Son auteur, né en 1990 au Sénégal, n’était pourtant pas le plus célèbre de la sélection ; ni ses deux maisons d’édition (la française de l’éditeur indépendant Philippe Rey et la sénégalaise Jimsaan), des habituées de la course au prix. Pas plus que son texte ne se présentait comme le plus facile d’accès. Mais l’impressionnante ambition et l’étourdissante énergie narrative de La Plus Secrète Mémoire des hommes emportent tout sur leur passage.

On ne vous conseille pas de demander à son auteur : « Ça parle de quoi ? » « Cette question incarne le mal en littérature », assène avec humour son narrateur et double évident, Diégane Latyr Faye, jeune écrivain sénégalais. Celui-ci part sur les traces d’un roman paru en 1938, Le Labyrinthe de l’inhumain, d’un certain T. C. Elimane, qui fit de ce dernier une coqueluche du Paris littéraire d’avant-guerre, surnommé « le Rimbaud nègre ». Avant que des accusations de plagiat n’aboutissent à la destruction du livre et à la disparition d’Elimane.

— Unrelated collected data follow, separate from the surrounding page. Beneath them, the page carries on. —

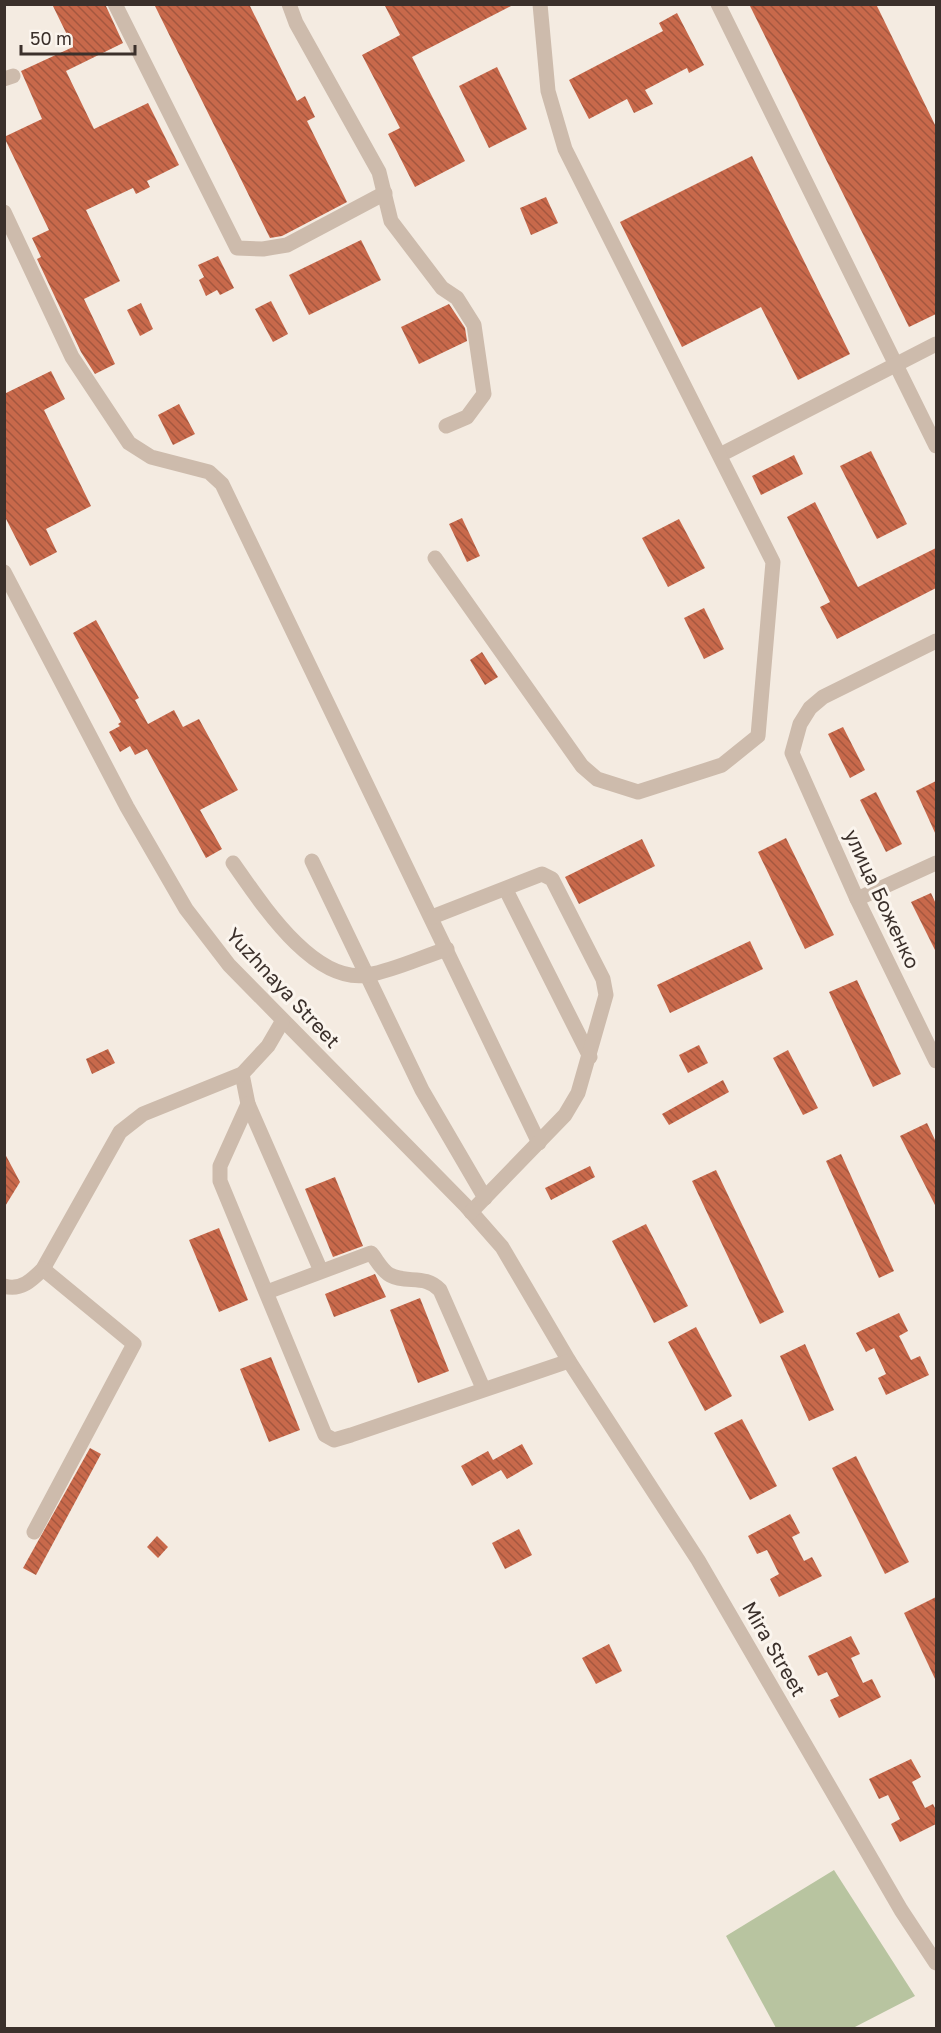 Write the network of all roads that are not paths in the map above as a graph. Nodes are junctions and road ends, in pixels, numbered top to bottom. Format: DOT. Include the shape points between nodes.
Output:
graph roads {
  1 [pos="115,4"];
  2 [pos="289,4"];
  3 [pos="540,4"];
  4 [pos="718,4"];
  5 [pos="385,193"];
  6 [pos="4,212"];
  7 [pos="936,344"];
  8 [pos="895,364"];
  9 [pos="446,426"];
  10 [pos="936,446"];
  11 [pos="720,455"];
  12 [pos="435,558"];
  13 [pos="4,573"];
  14 [pos="936,641"];
  15 [pos="312,861"];
  16 [pos="233,863"];
  17 [pos="936,863"];
  18 [pos="506,890"];
  19 [pos="857,899"];
  20 [pos="432,917"];
  21 [pos="447,949"];
  22 [pos="367,975"];
  23 [pos="282,1022"];
  24 [pos="590,1057"];
  25 [pos="936,1061"];
  26 [pos="242,1074"];
  27 [pos="248,1104"];
  28 [pos="539,1143"];
  29 [pos="485,1198"];
  30 [pos="471,1212"];
  31 [pos="43,1269"];
  32 [pos="321,1271"];
  33 [pos="4,1286"];
  34 [pos="267,1292"];
  35 [pos="569,1361"];
  36 [pos="483,1388"];
  37 [pos="34,1532"];
  38 [pos="936,1963"];
  1 -- 5 [label="street" via="237,248 287,245"];
  2 -- 5 [label="street" via="379,172"];
  3 -- 11 [label="street" via="548,91 565,149"];
  4 -- 8 [label="street"];
  5 -- 9 [label="street" via="391,221 442,288 457,298 474,325 484,394 467,417"];
  6 -- 20 [label="street" via="72,357 129,443 150,457 209,472 222,484"];
  7 -- 8 [label="street"];
  8 -- 10 [label="street"];
  8 -- 11 [label="street"];
  11 -- 12 [label="street" via="773,562 758,736 722,765 638,792 597,780 582,766"];
  13 -- 23 [label="street, Yuzhnaya Street" via="121,796 186,909 229,965"];
  14 -- 19 [label="street, улица Боженко" via="816,703 800,724 792,753"];
  15 -- 22 [label="street"];
  16 -- 22 [label="street" via="275,922 312,956 339,972"];
  17 -- 19 [label="street"];
  18 -- 20 [label="street"];
  18 -- 24 [label="street"];
  18 -- 24 [label="street" via="542,874 552,879 603,979 606,995"];
  19 -- 25 [label="street, улица Боженко"];
  20 -- 21 [label="street"];
  21 -- 22 [label="street"];
  21 -- 28 [label="street"];
  22 -- 29 [label="street" via="422,1090"];
  23 -- 26 [label="street" via="268,1046"];
  23 -- 30 [label="street, Yuzhnaya Street"];
  24 -- 28 [label="street" via="578,1094"];
  26 -- 27 [label="street"];
  26 -- 31 [label="street" via="143,1114 120,1132"];
  27 -- 32 [label="street"];
  27 -- 34 [label="street" via="220,1166 220,1181"];
  28 -- 29 [label="street"];
  29 -- 30 [label="street"];
  30 -- 35 [label="street, Yuzhnaya Street" via="502,1247"];
  31 -- 33 [label="street" via="28,1283 13,1288"];
  31 -- 37 [label="street" via="135,1344"];
  32 -- 34 [label="street"];
  32 -- 36 [label="street" via="371,1253 391,1277 433,1283 440,1290"];
  34 -- 36 [label="street" via="325,1435 334,1440"];
  35 -- 36 [label="street"];
  35 -- 38 [label="street, Mira Street" via="698,1560 901,1910"];
}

« L’indécente littérature »

Au fil des recherches de Faye, les récits s’enchâssent, un narrateur en cache souvent un autre, on se déplace entre les continents (passant de la France au Sénégal, d’Amsterdam à l’Argentine), les époques et les genres littéraires (journal intime, extraits de presse, entretiens, récit teinté de fantastique, roman d’apprentissage…). Toujours, la figure d’Elimane se dérobe. Toujours, Diégane Latyr Faye, épaulé par la mystérieuse écrivaine Siga D., celle qui lui a mis Le Labyrinthe de l’inhumain entre les mains, poursuit sa méditation sur la littérature, ses pouvoirs et ses impasses (« La littérature ; il ne restait et ne resterait jamais que la littérature ; l’indécente littérature, comme réponse, comme problème, comme foi, comme orgueil, comme vie »). Ecrit à l’ombre du Chilien Roberto Bolano (1953-2003), La Plus Secrète Mémoire des hommes est assurément un roman très cérébral. Mais il s’avère aussi vibrant de sensualité, assurément politique – qu’il évoque le climat colonialiste dans la France des années 1930 ou les révoltes dans le Dakar contemporain – et souvent drôle.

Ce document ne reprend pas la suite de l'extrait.